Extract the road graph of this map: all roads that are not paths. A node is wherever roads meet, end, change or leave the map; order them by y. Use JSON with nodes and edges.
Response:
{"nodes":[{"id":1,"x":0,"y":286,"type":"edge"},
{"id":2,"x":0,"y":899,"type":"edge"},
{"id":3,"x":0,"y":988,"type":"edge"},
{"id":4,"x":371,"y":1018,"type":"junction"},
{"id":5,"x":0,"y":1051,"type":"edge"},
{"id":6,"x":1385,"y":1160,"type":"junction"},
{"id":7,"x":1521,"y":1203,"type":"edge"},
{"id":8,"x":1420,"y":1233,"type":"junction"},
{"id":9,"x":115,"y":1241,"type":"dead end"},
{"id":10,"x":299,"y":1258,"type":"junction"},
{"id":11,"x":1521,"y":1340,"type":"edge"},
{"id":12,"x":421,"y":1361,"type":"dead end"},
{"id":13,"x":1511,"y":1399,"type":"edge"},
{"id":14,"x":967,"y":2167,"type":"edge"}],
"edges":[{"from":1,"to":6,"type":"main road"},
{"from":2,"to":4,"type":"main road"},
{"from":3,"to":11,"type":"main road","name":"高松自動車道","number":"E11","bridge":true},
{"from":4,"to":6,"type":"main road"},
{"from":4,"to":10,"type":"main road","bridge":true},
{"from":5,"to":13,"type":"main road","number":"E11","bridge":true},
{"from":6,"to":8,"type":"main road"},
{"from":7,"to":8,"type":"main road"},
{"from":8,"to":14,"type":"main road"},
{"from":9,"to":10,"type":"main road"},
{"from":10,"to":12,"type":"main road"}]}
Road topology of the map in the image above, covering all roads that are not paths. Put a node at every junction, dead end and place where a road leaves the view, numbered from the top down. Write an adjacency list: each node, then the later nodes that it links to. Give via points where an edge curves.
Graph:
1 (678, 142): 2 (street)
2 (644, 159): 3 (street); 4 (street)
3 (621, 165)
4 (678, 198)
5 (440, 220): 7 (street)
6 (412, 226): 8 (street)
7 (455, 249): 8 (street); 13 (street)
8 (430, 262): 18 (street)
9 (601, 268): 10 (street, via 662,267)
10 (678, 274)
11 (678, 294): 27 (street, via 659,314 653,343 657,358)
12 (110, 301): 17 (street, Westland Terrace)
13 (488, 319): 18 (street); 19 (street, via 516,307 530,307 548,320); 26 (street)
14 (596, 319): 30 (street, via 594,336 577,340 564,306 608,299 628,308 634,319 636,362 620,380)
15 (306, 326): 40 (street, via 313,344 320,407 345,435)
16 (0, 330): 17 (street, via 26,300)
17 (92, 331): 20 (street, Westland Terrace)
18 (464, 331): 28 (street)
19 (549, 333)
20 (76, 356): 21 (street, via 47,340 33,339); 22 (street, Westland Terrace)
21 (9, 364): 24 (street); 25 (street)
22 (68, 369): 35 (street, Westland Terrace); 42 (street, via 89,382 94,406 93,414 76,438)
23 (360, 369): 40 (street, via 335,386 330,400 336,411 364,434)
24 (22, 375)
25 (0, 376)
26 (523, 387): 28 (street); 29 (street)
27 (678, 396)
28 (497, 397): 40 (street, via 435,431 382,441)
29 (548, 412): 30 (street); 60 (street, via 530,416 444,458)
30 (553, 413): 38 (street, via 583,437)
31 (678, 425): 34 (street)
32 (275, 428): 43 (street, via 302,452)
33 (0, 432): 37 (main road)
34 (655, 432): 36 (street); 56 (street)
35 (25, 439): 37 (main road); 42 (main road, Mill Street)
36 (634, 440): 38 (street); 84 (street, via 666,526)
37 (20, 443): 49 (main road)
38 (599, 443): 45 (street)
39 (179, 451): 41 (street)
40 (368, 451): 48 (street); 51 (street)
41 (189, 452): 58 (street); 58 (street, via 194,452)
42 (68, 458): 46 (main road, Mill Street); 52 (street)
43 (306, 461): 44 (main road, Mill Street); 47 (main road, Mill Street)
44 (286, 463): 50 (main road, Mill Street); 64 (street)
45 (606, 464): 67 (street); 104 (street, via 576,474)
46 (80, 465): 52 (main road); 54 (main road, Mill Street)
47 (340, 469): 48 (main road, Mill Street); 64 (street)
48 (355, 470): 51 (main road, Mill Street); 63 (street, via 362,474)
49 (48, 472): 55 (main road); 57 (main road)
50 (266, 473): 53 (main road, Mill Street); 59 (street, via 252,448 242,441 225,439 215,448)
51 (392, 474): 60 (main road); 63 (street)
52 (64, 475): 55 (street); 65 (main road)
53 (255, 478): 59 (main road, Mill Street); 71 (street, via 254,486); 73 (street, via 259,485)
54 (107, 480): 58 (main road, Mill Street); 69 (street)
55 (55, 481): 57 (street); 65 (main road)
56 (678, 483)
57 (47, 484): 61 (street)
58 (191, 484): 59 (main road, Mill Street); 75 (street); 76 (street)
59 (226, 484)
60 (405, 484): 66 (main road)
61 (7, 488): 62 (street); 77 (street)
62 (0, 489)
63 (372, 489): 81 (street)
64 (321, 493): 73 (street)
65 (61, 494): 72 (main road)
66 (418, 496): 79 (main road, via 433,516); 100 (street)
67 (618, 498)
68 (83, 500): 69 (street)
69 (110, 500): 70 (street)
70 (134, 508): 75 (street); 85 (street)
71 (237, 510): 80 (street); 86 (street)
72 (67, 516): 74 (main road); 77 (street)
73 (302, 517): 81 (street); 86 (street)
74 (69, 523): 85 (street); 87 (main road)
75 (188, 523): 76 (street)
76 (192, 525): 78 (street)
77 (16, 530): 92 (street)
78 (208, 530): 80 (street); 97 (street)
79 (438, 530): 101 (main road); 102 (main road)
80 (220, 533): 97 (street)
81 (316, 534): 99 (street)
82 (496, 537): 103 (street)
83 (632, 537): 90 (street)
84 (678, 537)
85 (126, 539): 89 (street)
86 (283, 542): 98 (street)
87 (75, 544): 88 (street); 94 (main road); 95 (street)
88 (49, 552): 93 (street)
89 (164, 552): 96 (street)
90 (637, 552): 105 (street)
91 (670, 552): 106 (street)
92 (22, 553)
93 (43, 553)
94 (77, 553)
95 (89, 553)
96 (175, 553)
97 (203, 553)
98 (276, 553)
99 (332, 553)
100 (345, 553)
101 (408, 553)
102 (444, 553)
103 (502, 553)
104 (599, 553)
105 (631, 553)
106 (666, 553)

☆ ☆ ☆ ☆

- What to produce
Answer with one number only, the count of lines in the material above that hold "junction".

- Reply
5